Presente en la mayoría de las rutinas tradicionales de manicura, la acetona es el quitaesmalte más usado en el mundo, y sin embargo uno de los menos comprendidos. Se aplica de forma automática, sin medir bien su impacto en la queratina de las uñas o en la piel. Entre su eficacia indiscutible en geles y semipermanentes por un lado, y los riesgos de resequedad por otro, el balance es mixto. Por eso es momento de hacer un balance sobre este disolvente tan particular, cuáles son los riesgos de usarlo y cómo prescindir de él.
¿Qué es la acetona y para qué sirve?
La acetona es un disolvente orgánico de la familia de las cetonas, presente de forma natural en el organismo en pequeñas cantidades y producido industrialmente a gran escala. Incolora y con olor característico, es uno de los disolventes más eficaces en el mercado de la belleza. Su principal aplicación cosmética es el retiro del pintauñas, pero también forma parte de algunos productos de limpieza para disolver, desengrasar y limpiar.
¿Por qué la acetona disuelve el pintauñas?
El pintauñas está compuesto por polímeros formadores de película (nitrocelulosa, resinas, plastificantes) que, al secarse, forman una película rígida. La acetona actúa rompiendo los enlaces intermoleculares de estos polímeros: los desestructura y los hace solubles, lo que permite quitar el pintauñas en pocos segundos. Esto es lo que la hace tan eficaz en las fórmulas más resistentes.
¿En qué casos usarla: pintauñas clásico, gel, cápsulas?
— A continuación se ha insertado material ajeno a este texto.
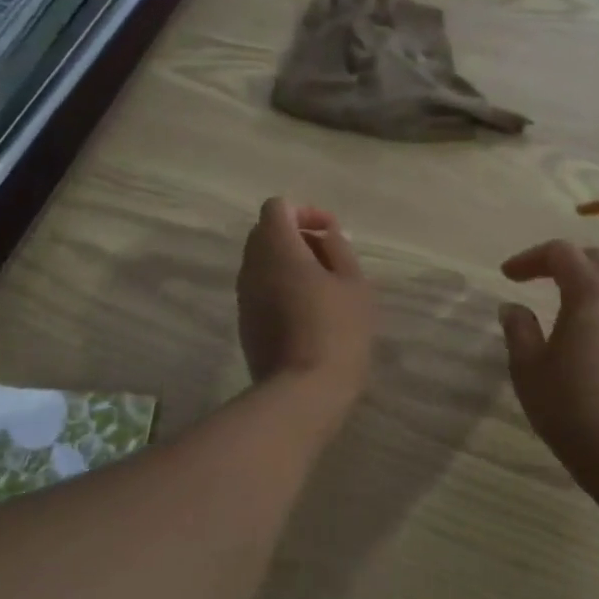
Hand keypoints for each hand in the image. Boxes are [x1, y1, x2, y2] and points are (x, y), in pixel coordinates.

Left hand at [238, 199, 375, 421]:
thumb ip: (338, 249)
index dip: (305, 211)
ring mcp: (244, 296)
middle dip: (297, 236)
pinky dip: (281, 286)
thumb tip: (325, 236)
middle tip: (329, 257)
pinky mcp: (245, 323)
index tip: (330, 232)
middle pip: (265, 233)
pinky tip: (308, 311)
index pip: (276, 207)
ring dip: (289, 263)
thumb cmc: (337, 330)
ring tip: (323, 286)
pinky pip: (260, 289)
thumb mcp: (354, 284)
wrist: (304, 392)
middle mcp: (251, 266)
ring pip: (261, 262)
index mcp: (277, 248)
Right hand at [498, 240, 598, 486]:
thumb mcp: (529, 369)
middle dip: (564, 264)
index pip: (560, 254)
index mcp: (590, 292)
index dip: (531, 258)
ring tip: (578, 302)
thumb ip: (519, 330)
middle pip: (596, 260)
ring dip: (598, 281)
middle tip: (538, 281)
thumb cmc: (571, 407)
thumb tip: (513, 307)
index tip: (508, 276)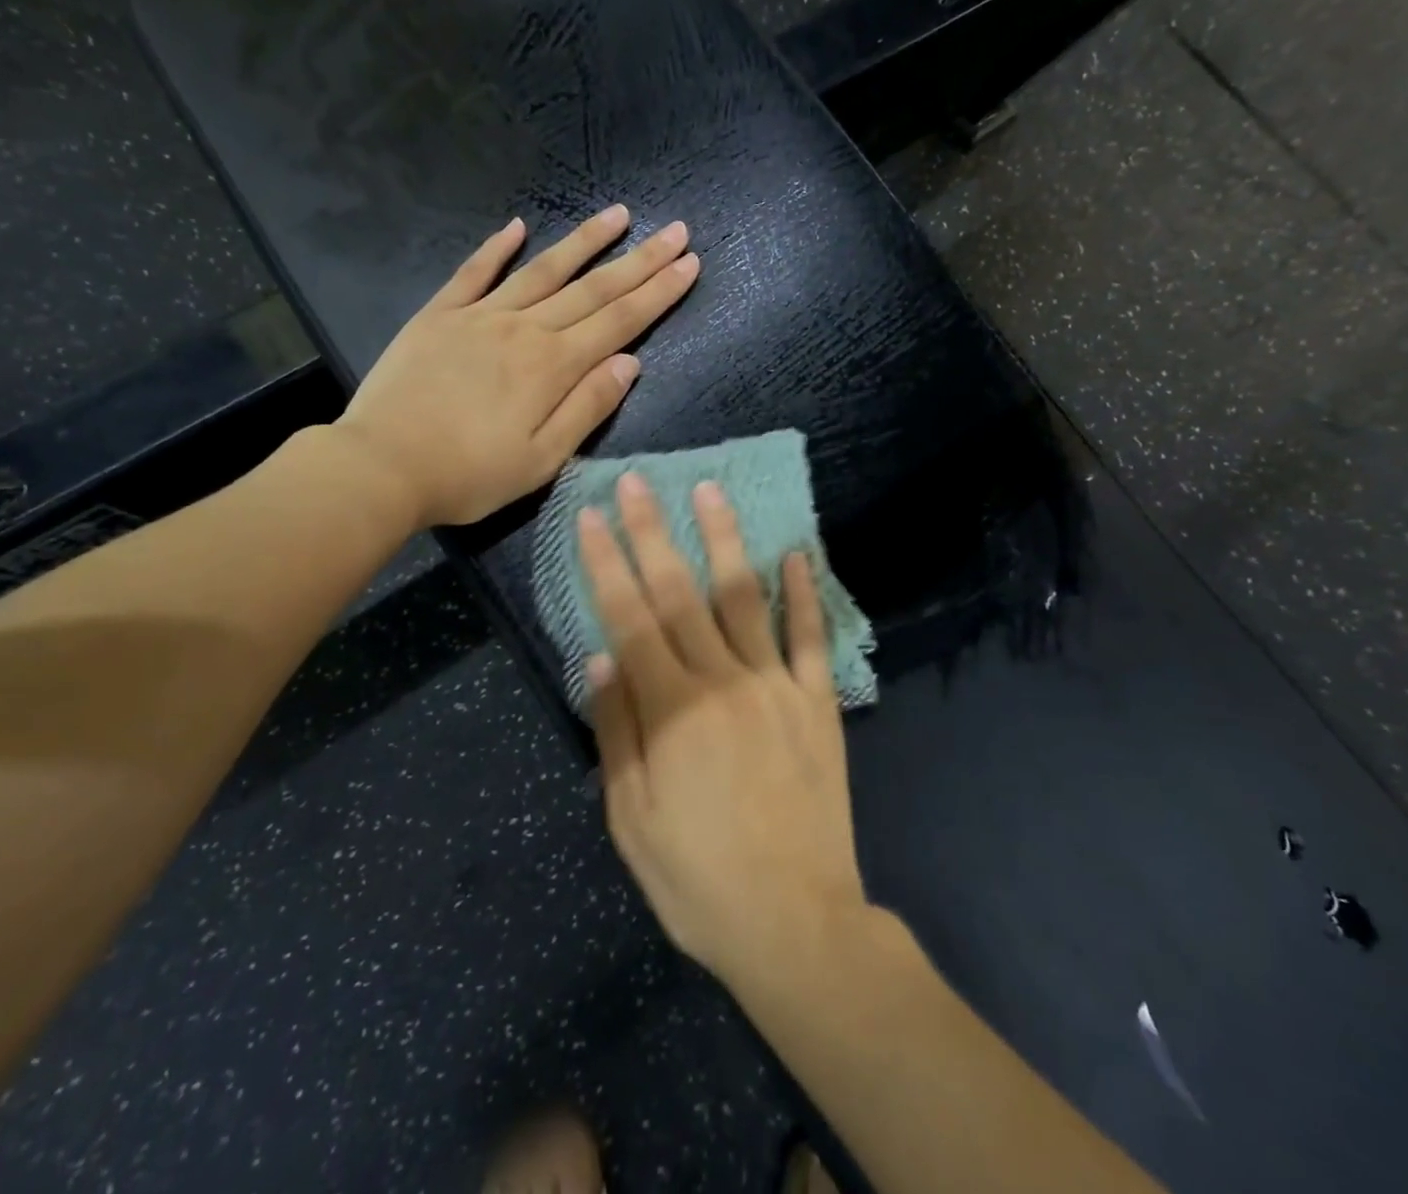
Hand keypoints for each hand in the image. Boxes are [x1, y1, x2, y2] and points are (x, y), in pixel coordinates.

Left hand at [338, 205, 697, 529]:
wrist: (382, 466)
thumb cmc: (469, 474)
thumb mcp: (542, 460)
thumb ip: (588, 407)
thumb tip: (630, 362)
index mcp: (553, 367)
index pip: (619, 321)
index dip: (658, 292)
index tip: (689, 262)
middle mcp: (524, 329)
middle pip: (592, 288)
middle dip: (639, 260)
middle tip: (675, 230)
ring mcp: (479, 316)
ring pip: (542, 270)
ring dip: (583, 242)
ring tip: (617, 214)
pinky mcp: (440, 315)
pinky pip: (474, 272)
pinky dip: (497, 248)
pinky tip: (517, 226)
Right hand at [580, 473, 868, 988]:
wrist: (795, 924)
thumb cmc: (696, 878)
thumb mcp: (630, 817)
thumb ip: (615, 729)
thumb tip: (598, 655)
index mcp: (670, 709)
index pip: (628, 617)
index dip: (606, 563)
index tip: (591, 516)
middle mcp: (722, 681)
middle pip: (679, 592)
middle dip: (653, 532)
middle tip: (637, 482)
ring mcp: (775, 687)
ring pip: (744, 598)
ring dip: (724, 540)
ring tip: (710, 490)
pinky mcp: (816, 703)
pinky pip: (810, 638)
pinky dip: (804, 593)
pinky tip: (797, 552)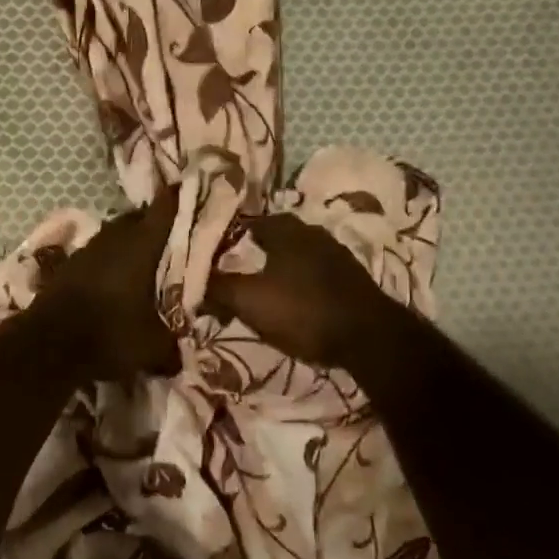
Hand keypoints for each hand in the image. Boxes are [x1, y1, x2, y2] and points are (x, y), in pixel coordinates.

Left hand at [33, 191, 180, 379]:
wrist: (49, 345)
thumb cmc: (110, 335)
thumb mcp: (152, 347)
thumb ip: (171, 345)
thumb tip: (181, 355)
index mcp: (142, 246)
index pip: (163, 211)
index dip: (175, 198)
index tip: (185, 187)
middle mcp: (115, 238)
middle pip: (137, 218)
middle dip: (152, 222)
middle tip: (170, 233)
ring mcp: (88, 248)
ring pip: (115, 233)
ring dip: (128, 240)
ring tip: (142, 255)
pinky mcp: (68, 264)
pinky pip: (96, 252)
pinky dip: (108, 258)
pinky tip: (112, 275)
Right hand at [206, 212, 393, 367]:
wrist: (369, 337)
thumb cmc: (303, 310)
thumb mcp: (250, 301)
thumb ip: (218, 288)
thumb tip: (189, 280)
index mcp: (285, 229)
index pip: (247, 221)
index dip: (228, 236)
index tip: (212, 253)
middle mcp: (311, 231)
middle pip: (275, 235)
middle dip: (254, 250)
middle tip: (235, 269)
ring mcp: (336, 253)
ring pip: (297, 252)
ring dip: (279, 265)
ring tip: (262, 286)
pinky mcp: (352, 277)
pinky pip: (315, 271)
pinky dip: (300, 280)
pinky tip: (294, 298)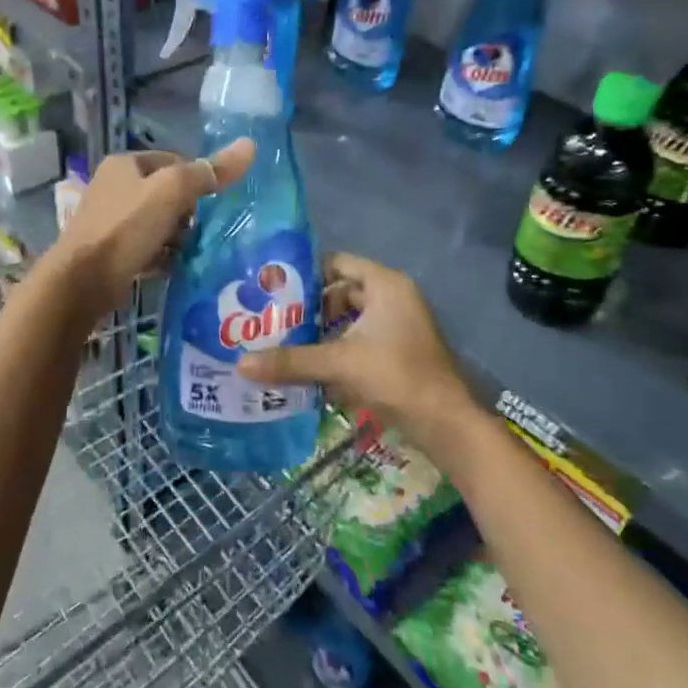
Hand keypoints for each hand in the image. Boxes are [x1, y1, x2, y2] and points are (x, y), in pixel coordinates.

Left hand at [47, 138, 255, 318]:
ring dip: (176, 236)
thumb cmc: (126, 228)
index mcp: (124, 163)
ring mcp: (109, 219)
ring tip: (192, 252)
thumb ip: (209, 172)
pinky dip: (161, 255)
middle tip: (201, 232)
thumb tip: (250, 145)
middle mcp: (113, 186)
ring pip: (157, 222)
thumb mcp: (172, 192)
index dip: (196, 180)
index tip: (211, 204)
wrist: (82, 281)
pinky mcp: (109, 250)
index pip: (174, 161)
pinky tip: (174, 267)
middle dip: (187, 213)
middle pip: (166, 193)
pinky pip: (145, 246)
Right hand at [238, 254, 474, 455]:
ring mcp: (398, 325)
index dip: (305, 272)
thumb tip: (241, 363)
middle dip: (308, 305)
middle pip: (341, 291)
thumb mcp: (339, 365)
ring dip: (320, 330)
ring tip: (284, 341)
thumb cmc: (396, 378)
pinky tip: (310, 365)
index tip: (272, 287)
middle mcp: (393, 297)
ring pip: (349, 318)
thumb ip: (291, 361)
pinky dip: (336, 347)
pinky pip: (358, 338)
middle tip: (271, 317)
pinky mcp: (397, 351)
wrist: (446, 424)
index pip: (337, 263)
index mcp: (385, 285)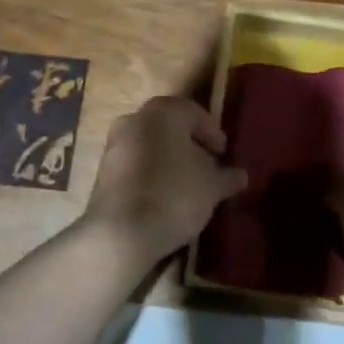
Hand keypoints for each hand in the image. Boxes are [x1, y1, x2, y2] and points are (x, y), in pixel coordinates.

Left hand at [82, 96, 246, 269]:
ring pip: (150, 145)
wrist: (121, 232)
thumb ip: (227, 176)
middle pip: (170, 127)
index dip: (213, 134)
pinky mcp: (102, 171)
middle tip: (207, 167)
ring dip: (169, 160)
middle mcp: (135, 119)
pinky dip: (150, 174)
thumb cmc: (175, 195)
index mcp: (164, 111)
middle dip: (190, 145)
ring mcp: (114, 144)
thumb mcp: (212, 187)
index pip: (195, 113)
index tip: (223, 155)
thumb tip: (241, 175)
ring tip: (187, 185)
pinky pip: (135, 165)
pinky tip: (163, 197)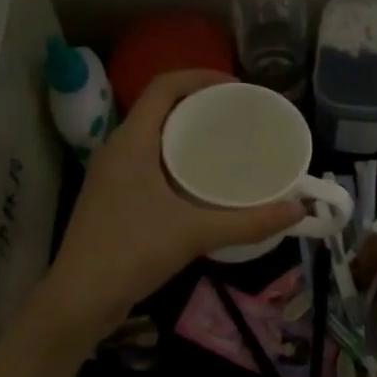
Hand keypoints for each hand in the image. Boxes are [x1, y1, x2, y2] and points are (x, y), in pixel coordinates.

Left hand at [41, 70, 304, 340]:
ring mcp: (111, 175)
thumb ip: (248, 221)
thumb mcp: (195, 233)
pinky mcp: (112, 199)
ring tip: (225, 147)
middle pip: (159, 109)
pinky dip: (175, 162)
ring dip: (186, 136)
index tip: (237, 90)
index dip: (200, 78)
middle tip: (238, 119)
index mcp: (131, 141)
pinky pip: (148, 163)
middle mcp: (117, 150)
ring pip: (153, 138)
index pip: (163, 87)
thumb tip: (297, 210)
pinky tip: (200, 186)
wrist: (79, 299)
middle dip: (199, 107)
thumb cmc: (132, 252)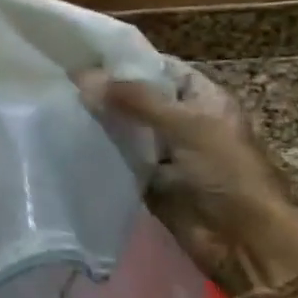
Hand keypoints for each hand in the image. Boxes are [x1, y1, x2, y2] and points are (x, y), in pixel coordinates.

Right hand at [80, 66, 297, 297]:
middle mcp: (181, 120)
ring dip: (98, 122)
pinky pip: (119, 159)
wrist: (244, 243)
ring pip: (124, 129)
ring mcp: (163, 151)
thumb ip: (135, 100)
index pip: (158, 68)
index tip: (81, 54)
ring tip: (54, 105)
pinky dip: (98, 152)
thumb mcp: (186, 126)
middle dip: (104, 91)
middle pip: (136, 98)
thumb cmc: (227, 174)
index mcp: (201, 98)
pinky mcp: (148, 180)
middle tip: (57, 80)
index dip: (124, 61)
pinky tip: (66, 139)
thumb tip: (83, 77)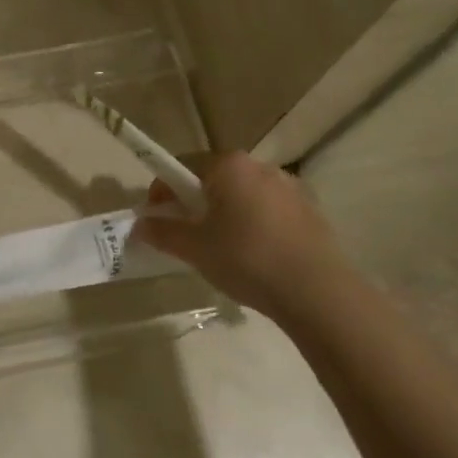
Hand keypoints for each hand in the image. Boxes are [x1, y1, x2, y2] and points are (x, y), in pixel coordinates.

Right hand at [134, 153, 347, 321]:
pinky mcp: (311, 211)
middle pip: (214, 179)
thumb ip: (163, 232)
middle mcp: (260, 166)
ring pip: (244, 195)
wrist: (319, 292)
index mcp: (228, 165)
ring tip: (223, 250)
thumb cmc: (247, 258)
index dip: (164, 191)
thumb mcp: (195, 248)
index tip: (158, 218)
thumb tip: (139, 225)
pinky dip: (256, 226)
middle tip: (188, 235)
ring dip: (227, 214)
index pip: (182, 166)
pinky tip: (256, 257)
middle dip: (196, 202)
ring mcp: (290, 187)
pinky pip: (270, 211)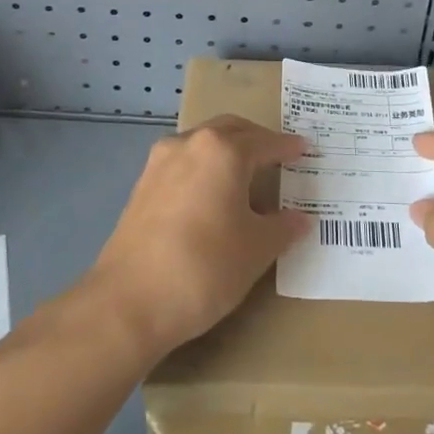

Para pintauñas clásico, la acetona no es indispensable, un quitaesmalte sin acetona puede ser suficiente. En cambio, se vuelve imprescindible para quitar un pintauñas semipermanente o gel, cuya estructura polimérica es muy densa e impermeable a los disolventes ligeros. También es necesaria para despegar las cápsulas y las uñas postizas de gel o acrílico, que a menudo se colocan con pegamentos o resinas que solo la acetona puede ablandar realmente. Por lo tanto, su uso debe reservarse para situaciones donde las alternativas más suaves resulten insuficientes.
La acetona, el producto más popular para quitar pintauñas.
¿Es peligrosa la acetona para las uñas y la piel?
La acetona no está clasificada como sustancia CMR (cancerígena, mutagénica, reprotoxica). Cuando se usa de forma puntual y externa, no hay una absorción significativa a través de la piel. Sin embargo, si se hace un uso frecuente, su poder desecante intenso puede convertirse en un verdadero riesgo para las uñas y la piel. Más aún si se padecen problemas dermatológicos crónicos (como eczema o psoriasis) o si las uñas ya están blandas o dañadas.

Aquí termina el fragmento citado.